*What the task asks:* The response consists of the lines from the start of the material below through the line holding "0 #dabdad) drop-shadow(-2px", repeated word for word and without pictures.

*** The data Section Begins ***

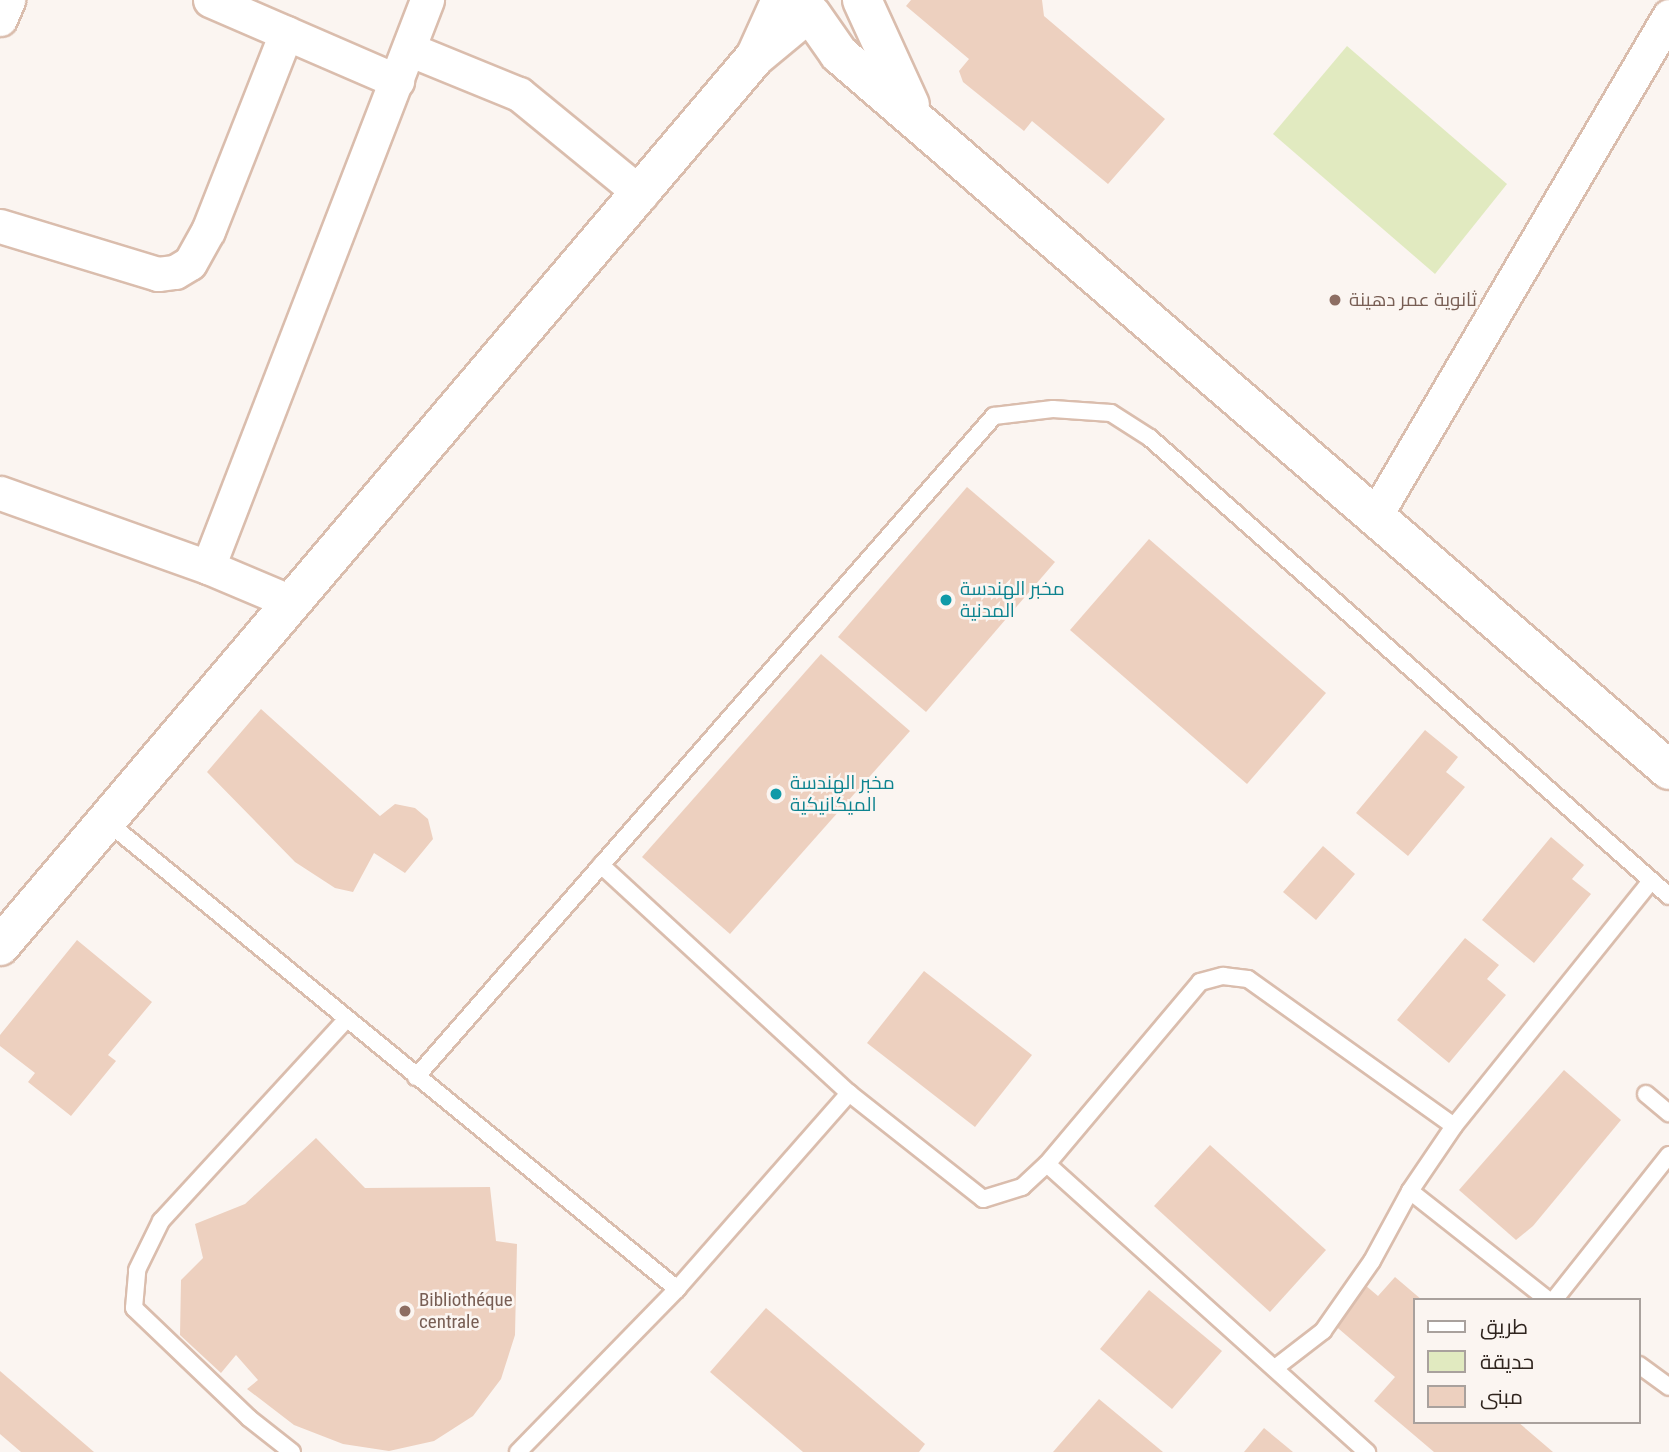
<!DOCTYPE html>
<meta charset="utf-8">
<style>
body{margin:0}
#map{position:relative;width:1669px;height:1452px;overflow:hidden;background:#fbf5f1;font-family:"Roboto Condensed",Cairo,sans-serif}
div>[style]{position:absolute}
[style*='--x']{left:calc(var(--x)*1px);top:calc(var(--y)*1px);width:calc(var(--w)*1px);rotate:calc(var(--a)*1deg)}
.green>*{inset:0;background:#e1eac0}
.building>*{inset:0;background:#edd0bf}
.roads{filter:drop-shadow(2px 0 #dabdad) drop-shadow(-2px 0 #dabdad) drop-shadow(0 2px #dabdad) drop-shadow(0 -2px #dabdad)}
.service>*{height:16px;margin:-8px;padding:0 8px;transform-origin:8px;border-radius:8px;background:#fff}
.minor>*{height:33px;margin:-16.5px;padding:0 16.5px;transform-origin:16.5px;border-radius:16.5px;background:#fff}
.tertiary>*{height:38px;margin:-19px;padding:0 19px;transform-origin:19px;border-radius:19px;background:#fff}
.dots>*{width:19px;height:19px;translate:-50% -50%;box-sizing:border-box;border:4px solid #fbf5f1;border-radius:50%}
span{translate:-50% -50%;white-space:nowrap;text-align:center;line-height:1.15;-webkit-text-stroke:5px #fbf5f1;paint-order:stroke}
.education-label{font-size:19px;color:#785e54}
.left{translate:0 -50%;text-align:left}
.culture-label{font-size:19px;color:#0d838f}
.legend{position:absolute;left:1413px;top:1298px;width:228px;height:126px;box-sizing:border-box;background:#fbf5f1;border:2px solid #a9a19d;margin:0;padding:9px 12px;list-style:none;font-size:21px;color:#2f241e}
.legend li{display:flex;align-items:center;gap:14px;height:35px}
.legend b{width:35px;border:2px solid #a9a19d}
</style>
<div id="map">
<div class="green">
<i style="clip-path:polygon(1347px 46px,1507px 184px,1435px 274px,1273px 134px)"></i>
</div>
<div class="building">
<i style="clip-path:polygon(911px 0,1042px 0,1044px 16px,1165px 119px,1108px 184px,1032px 121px,1024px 131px,963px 82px,959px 71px,969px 59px,906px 6px)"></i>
<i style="clip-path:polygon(967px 487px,1055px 562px,926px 712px,838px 637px)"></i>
<i style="clip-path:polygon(1149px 539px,1326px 693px,1247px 784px,1070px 630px)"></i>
<i style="clip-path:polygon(821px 654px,910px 731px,730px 934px,642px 857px)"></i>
<i style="clip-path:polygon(261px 709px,380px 816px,395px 804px,415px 808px,428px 819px,433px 839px,405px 873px,374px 853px,353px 892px,335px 888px,295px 862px,207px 772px)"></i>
<i style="clip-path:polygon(1425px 730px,1458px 757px,1446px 772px,1465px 787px,1408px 856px,1356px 813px)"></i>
<i style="clip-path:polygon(1551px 837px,1584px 865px,1572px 879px,1591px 894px,1534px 963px,1482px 920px)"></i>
<i style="clip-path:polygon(1323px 846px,1355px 874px,1316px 920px,1283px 892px)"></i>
<i style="clip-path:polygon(1465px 938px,1499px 965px,1487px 979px,1506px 995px,1449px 1063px,1397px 1020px)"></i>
<i style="clip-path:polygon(77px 940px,152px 1002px,108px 1055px,116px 1061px,71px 1116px,28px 1082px,35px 1073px,0 1046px,0 1035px)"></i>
<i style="clip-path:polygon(924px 971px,1032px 1055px,975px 1127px,867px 1043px)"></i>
<i style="clip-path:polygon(1564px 1070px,1621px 1120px,1533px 1226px,1516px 1240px,1459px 1190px)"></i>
<i style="clip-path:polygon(316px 1138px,365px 1188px,490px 1187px,496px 1241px,517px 1244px,515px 1335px,501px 1379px,473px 1416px,434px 1441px,389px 1451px,343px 1444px,294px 1425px,247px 1389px,258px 1380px,236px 1355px,221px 1373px,180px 1335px,181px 1280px,203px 1258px,195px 1224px,245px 1204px)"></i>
<i style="clip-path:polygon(1210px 1145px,1326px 1250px,1270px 1312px,1154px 1206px)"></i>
<i style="clip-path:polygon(1395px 1277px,1422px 1300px,1415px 1300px,1415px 1422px,1518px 1422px,1553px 1452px,1434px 1452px,1374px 1401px,1395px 1377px,1332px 1323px,1365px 1285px,1378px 1296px)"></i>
<i style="clip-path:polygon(1149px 1290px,1222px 1351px,1172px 1409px,1100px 1349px)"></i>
<i style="clip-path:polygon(766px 1308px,925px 1444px,919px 1452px,803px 1452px,710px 1372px)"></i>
<i style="clip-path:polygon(0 1371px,94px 1452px,21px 1452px,0 1434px)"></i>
<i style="clip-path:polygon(1099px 1399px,1163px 1452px,1053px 1452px)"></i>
<i style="clip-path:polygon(1264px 1428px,1293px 1452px,1244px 1452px)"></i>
</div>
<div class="roads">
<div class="service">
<i style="--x:105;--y:820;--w:740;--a:39.35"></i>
<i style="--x:601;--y:865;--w:337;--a:42.6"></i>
<i style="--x:849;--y:1093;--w:171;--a:38.3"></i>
<i style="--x:983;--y:1199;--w:41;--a:-17.1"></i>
<i style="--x:1022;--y:1187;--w:34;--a:-43"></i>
<i style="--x:1047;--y:1164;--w:238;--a:-49.9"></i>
<i style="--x:1200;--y:982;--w:24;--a:-15"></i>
<i style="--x:1223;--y:976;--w:25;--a:7"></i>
<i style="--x:1248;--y:979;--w:253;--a:35.5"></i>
<i style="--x:416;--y:1077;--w:878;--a:-48.83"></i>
<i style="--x:994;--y:416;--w:59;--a:-6.8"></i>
<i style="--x:1053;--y:409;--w:58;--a:3.9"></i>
<i style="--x:1111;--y:413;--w:46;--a:32.7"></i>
<i style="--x:1150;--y:438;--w:692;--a:41.43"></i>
<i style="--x:1646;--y:1094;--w:30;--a:40"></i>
<i style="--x:1047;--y:1164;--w:431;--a:42"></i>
<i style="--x:1410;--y:1191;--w:176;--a:38.3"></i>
<i style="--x:1554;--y:1300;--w:185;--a:-51.6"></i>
<i style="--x:1639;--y:1365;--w:37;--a:36"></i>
<i style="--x:1275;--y:1368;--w:61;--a:-37.6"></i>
<i style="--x:1323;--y:1331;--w:85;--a:-55"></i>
<i style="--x:1372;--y:1261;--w:80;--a:-61.5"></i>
<i style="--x:1410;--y:1191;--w:78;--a:-55.9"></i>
<i style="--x:1454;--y:1126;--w:314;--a:-51.2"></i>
<i style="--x:292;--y:1452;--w:55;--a:-141.7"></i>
<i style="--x:249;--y:1418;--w:159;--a:-136.3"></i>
<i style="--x:134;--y:1308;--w:38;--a:-85"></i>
<i style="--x:137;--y:1270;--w:55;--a:-63.9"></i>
<i style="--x:161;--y:1221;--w:273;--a:-47.4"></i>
<i style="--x:518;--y:1452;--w:228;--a:-45.7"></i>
<i style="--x:677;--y:1289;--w:261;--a:-48.7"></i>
</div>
<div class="minor">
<i style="--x:210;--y:0;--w:204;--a:23.4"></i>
<i style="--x:0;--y:19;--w:21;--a:-67"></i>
<i style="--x:411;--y:50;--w:117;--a:22.2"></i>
<i style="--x:519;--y:94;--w:158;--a:39.3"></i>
<i style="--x:0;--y:226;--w:165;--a:16.9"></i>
<i style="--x:158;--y:274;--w:17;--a:-7"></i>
<i style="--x:175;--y:272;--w:17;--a:-31"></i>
<i style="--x:190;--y:263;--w:37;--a:-61"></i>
<i style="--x:208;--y:231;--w:213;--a:-68.5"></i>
<i style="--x:0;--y:493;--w:221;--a:19.6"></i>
<i style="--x:208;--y:567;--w:90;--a:22.9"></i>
<i style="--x:1375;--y:516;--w:580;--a:-59.54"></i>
<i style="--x:208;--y:567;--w:608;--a:-68.88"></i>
</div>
<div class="tertiary">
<i style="--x:862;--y:0;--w:115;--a:65.4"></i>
<i style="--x:811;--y:14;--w:49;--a:55"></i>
<i style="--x:839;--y:54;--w:1096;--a:40.78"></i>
<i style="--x:756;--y:55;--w:60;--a:-65.6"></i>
<i style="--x:0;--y:946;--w:1166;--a:-49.66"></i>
<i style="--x:755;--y:57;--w:69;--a:-39.7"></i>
</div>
</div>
<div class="dots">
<i style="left:1335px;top:300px;background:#8d6e63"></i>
<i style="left:946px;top:600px;background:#0f9aa8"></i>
<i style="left:776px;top:794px;background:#0f9aa8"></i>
<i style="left:405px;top:1311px;background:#8d6e63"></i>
</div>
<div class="education-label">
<span class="left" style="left:1349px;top:300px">ثانوية عمر دهينة</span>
<span class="left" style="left:419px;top:1311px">Bibliothéque<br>centrale</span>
</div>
<div class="culture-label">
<span class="left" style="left:960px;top:600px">مخبر الهندسة<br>المدنية</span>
<span class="left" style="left:790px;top:794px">مخبر الهندسة<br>الميكانيكية</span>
</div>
<ul class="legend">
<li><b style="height:9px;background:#fff"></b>طريق</li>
<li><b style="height:19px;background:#e1eac0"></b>حديقة</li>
<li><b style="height:19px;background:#edd0bf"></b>مبنى</li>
</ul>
</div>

*** The data Section Ends ***

*Exercise answer:*
<!DOCTYPE html>
<meta charset="utf-8">
<style>
body{margin:0}
#map{position:relative;width:1669px;height:1452px;overflow:hidden;background:#fbf5f1;font-family:"Roboto Condensed",Cairo,sans-serif}
div>[style]{position:absolute}
[style*='--x']{left:calc(var(--x)*1px);top:calc(var(--y)*1px);width:calc(var(--w)*1px);rotate:calc(var(--a)*1deg)}
.green>*{inset:0;background:#e1eac0}
.building>*{inset:0;background:#edd0bf}
.roads{filter:drop-shadow(2px 0 #dabdad) drop-shadow(-2px 0 #dabdad) drop-shadow(0 2px #dabdad) drop-shadow(0 -2px #dabdad)}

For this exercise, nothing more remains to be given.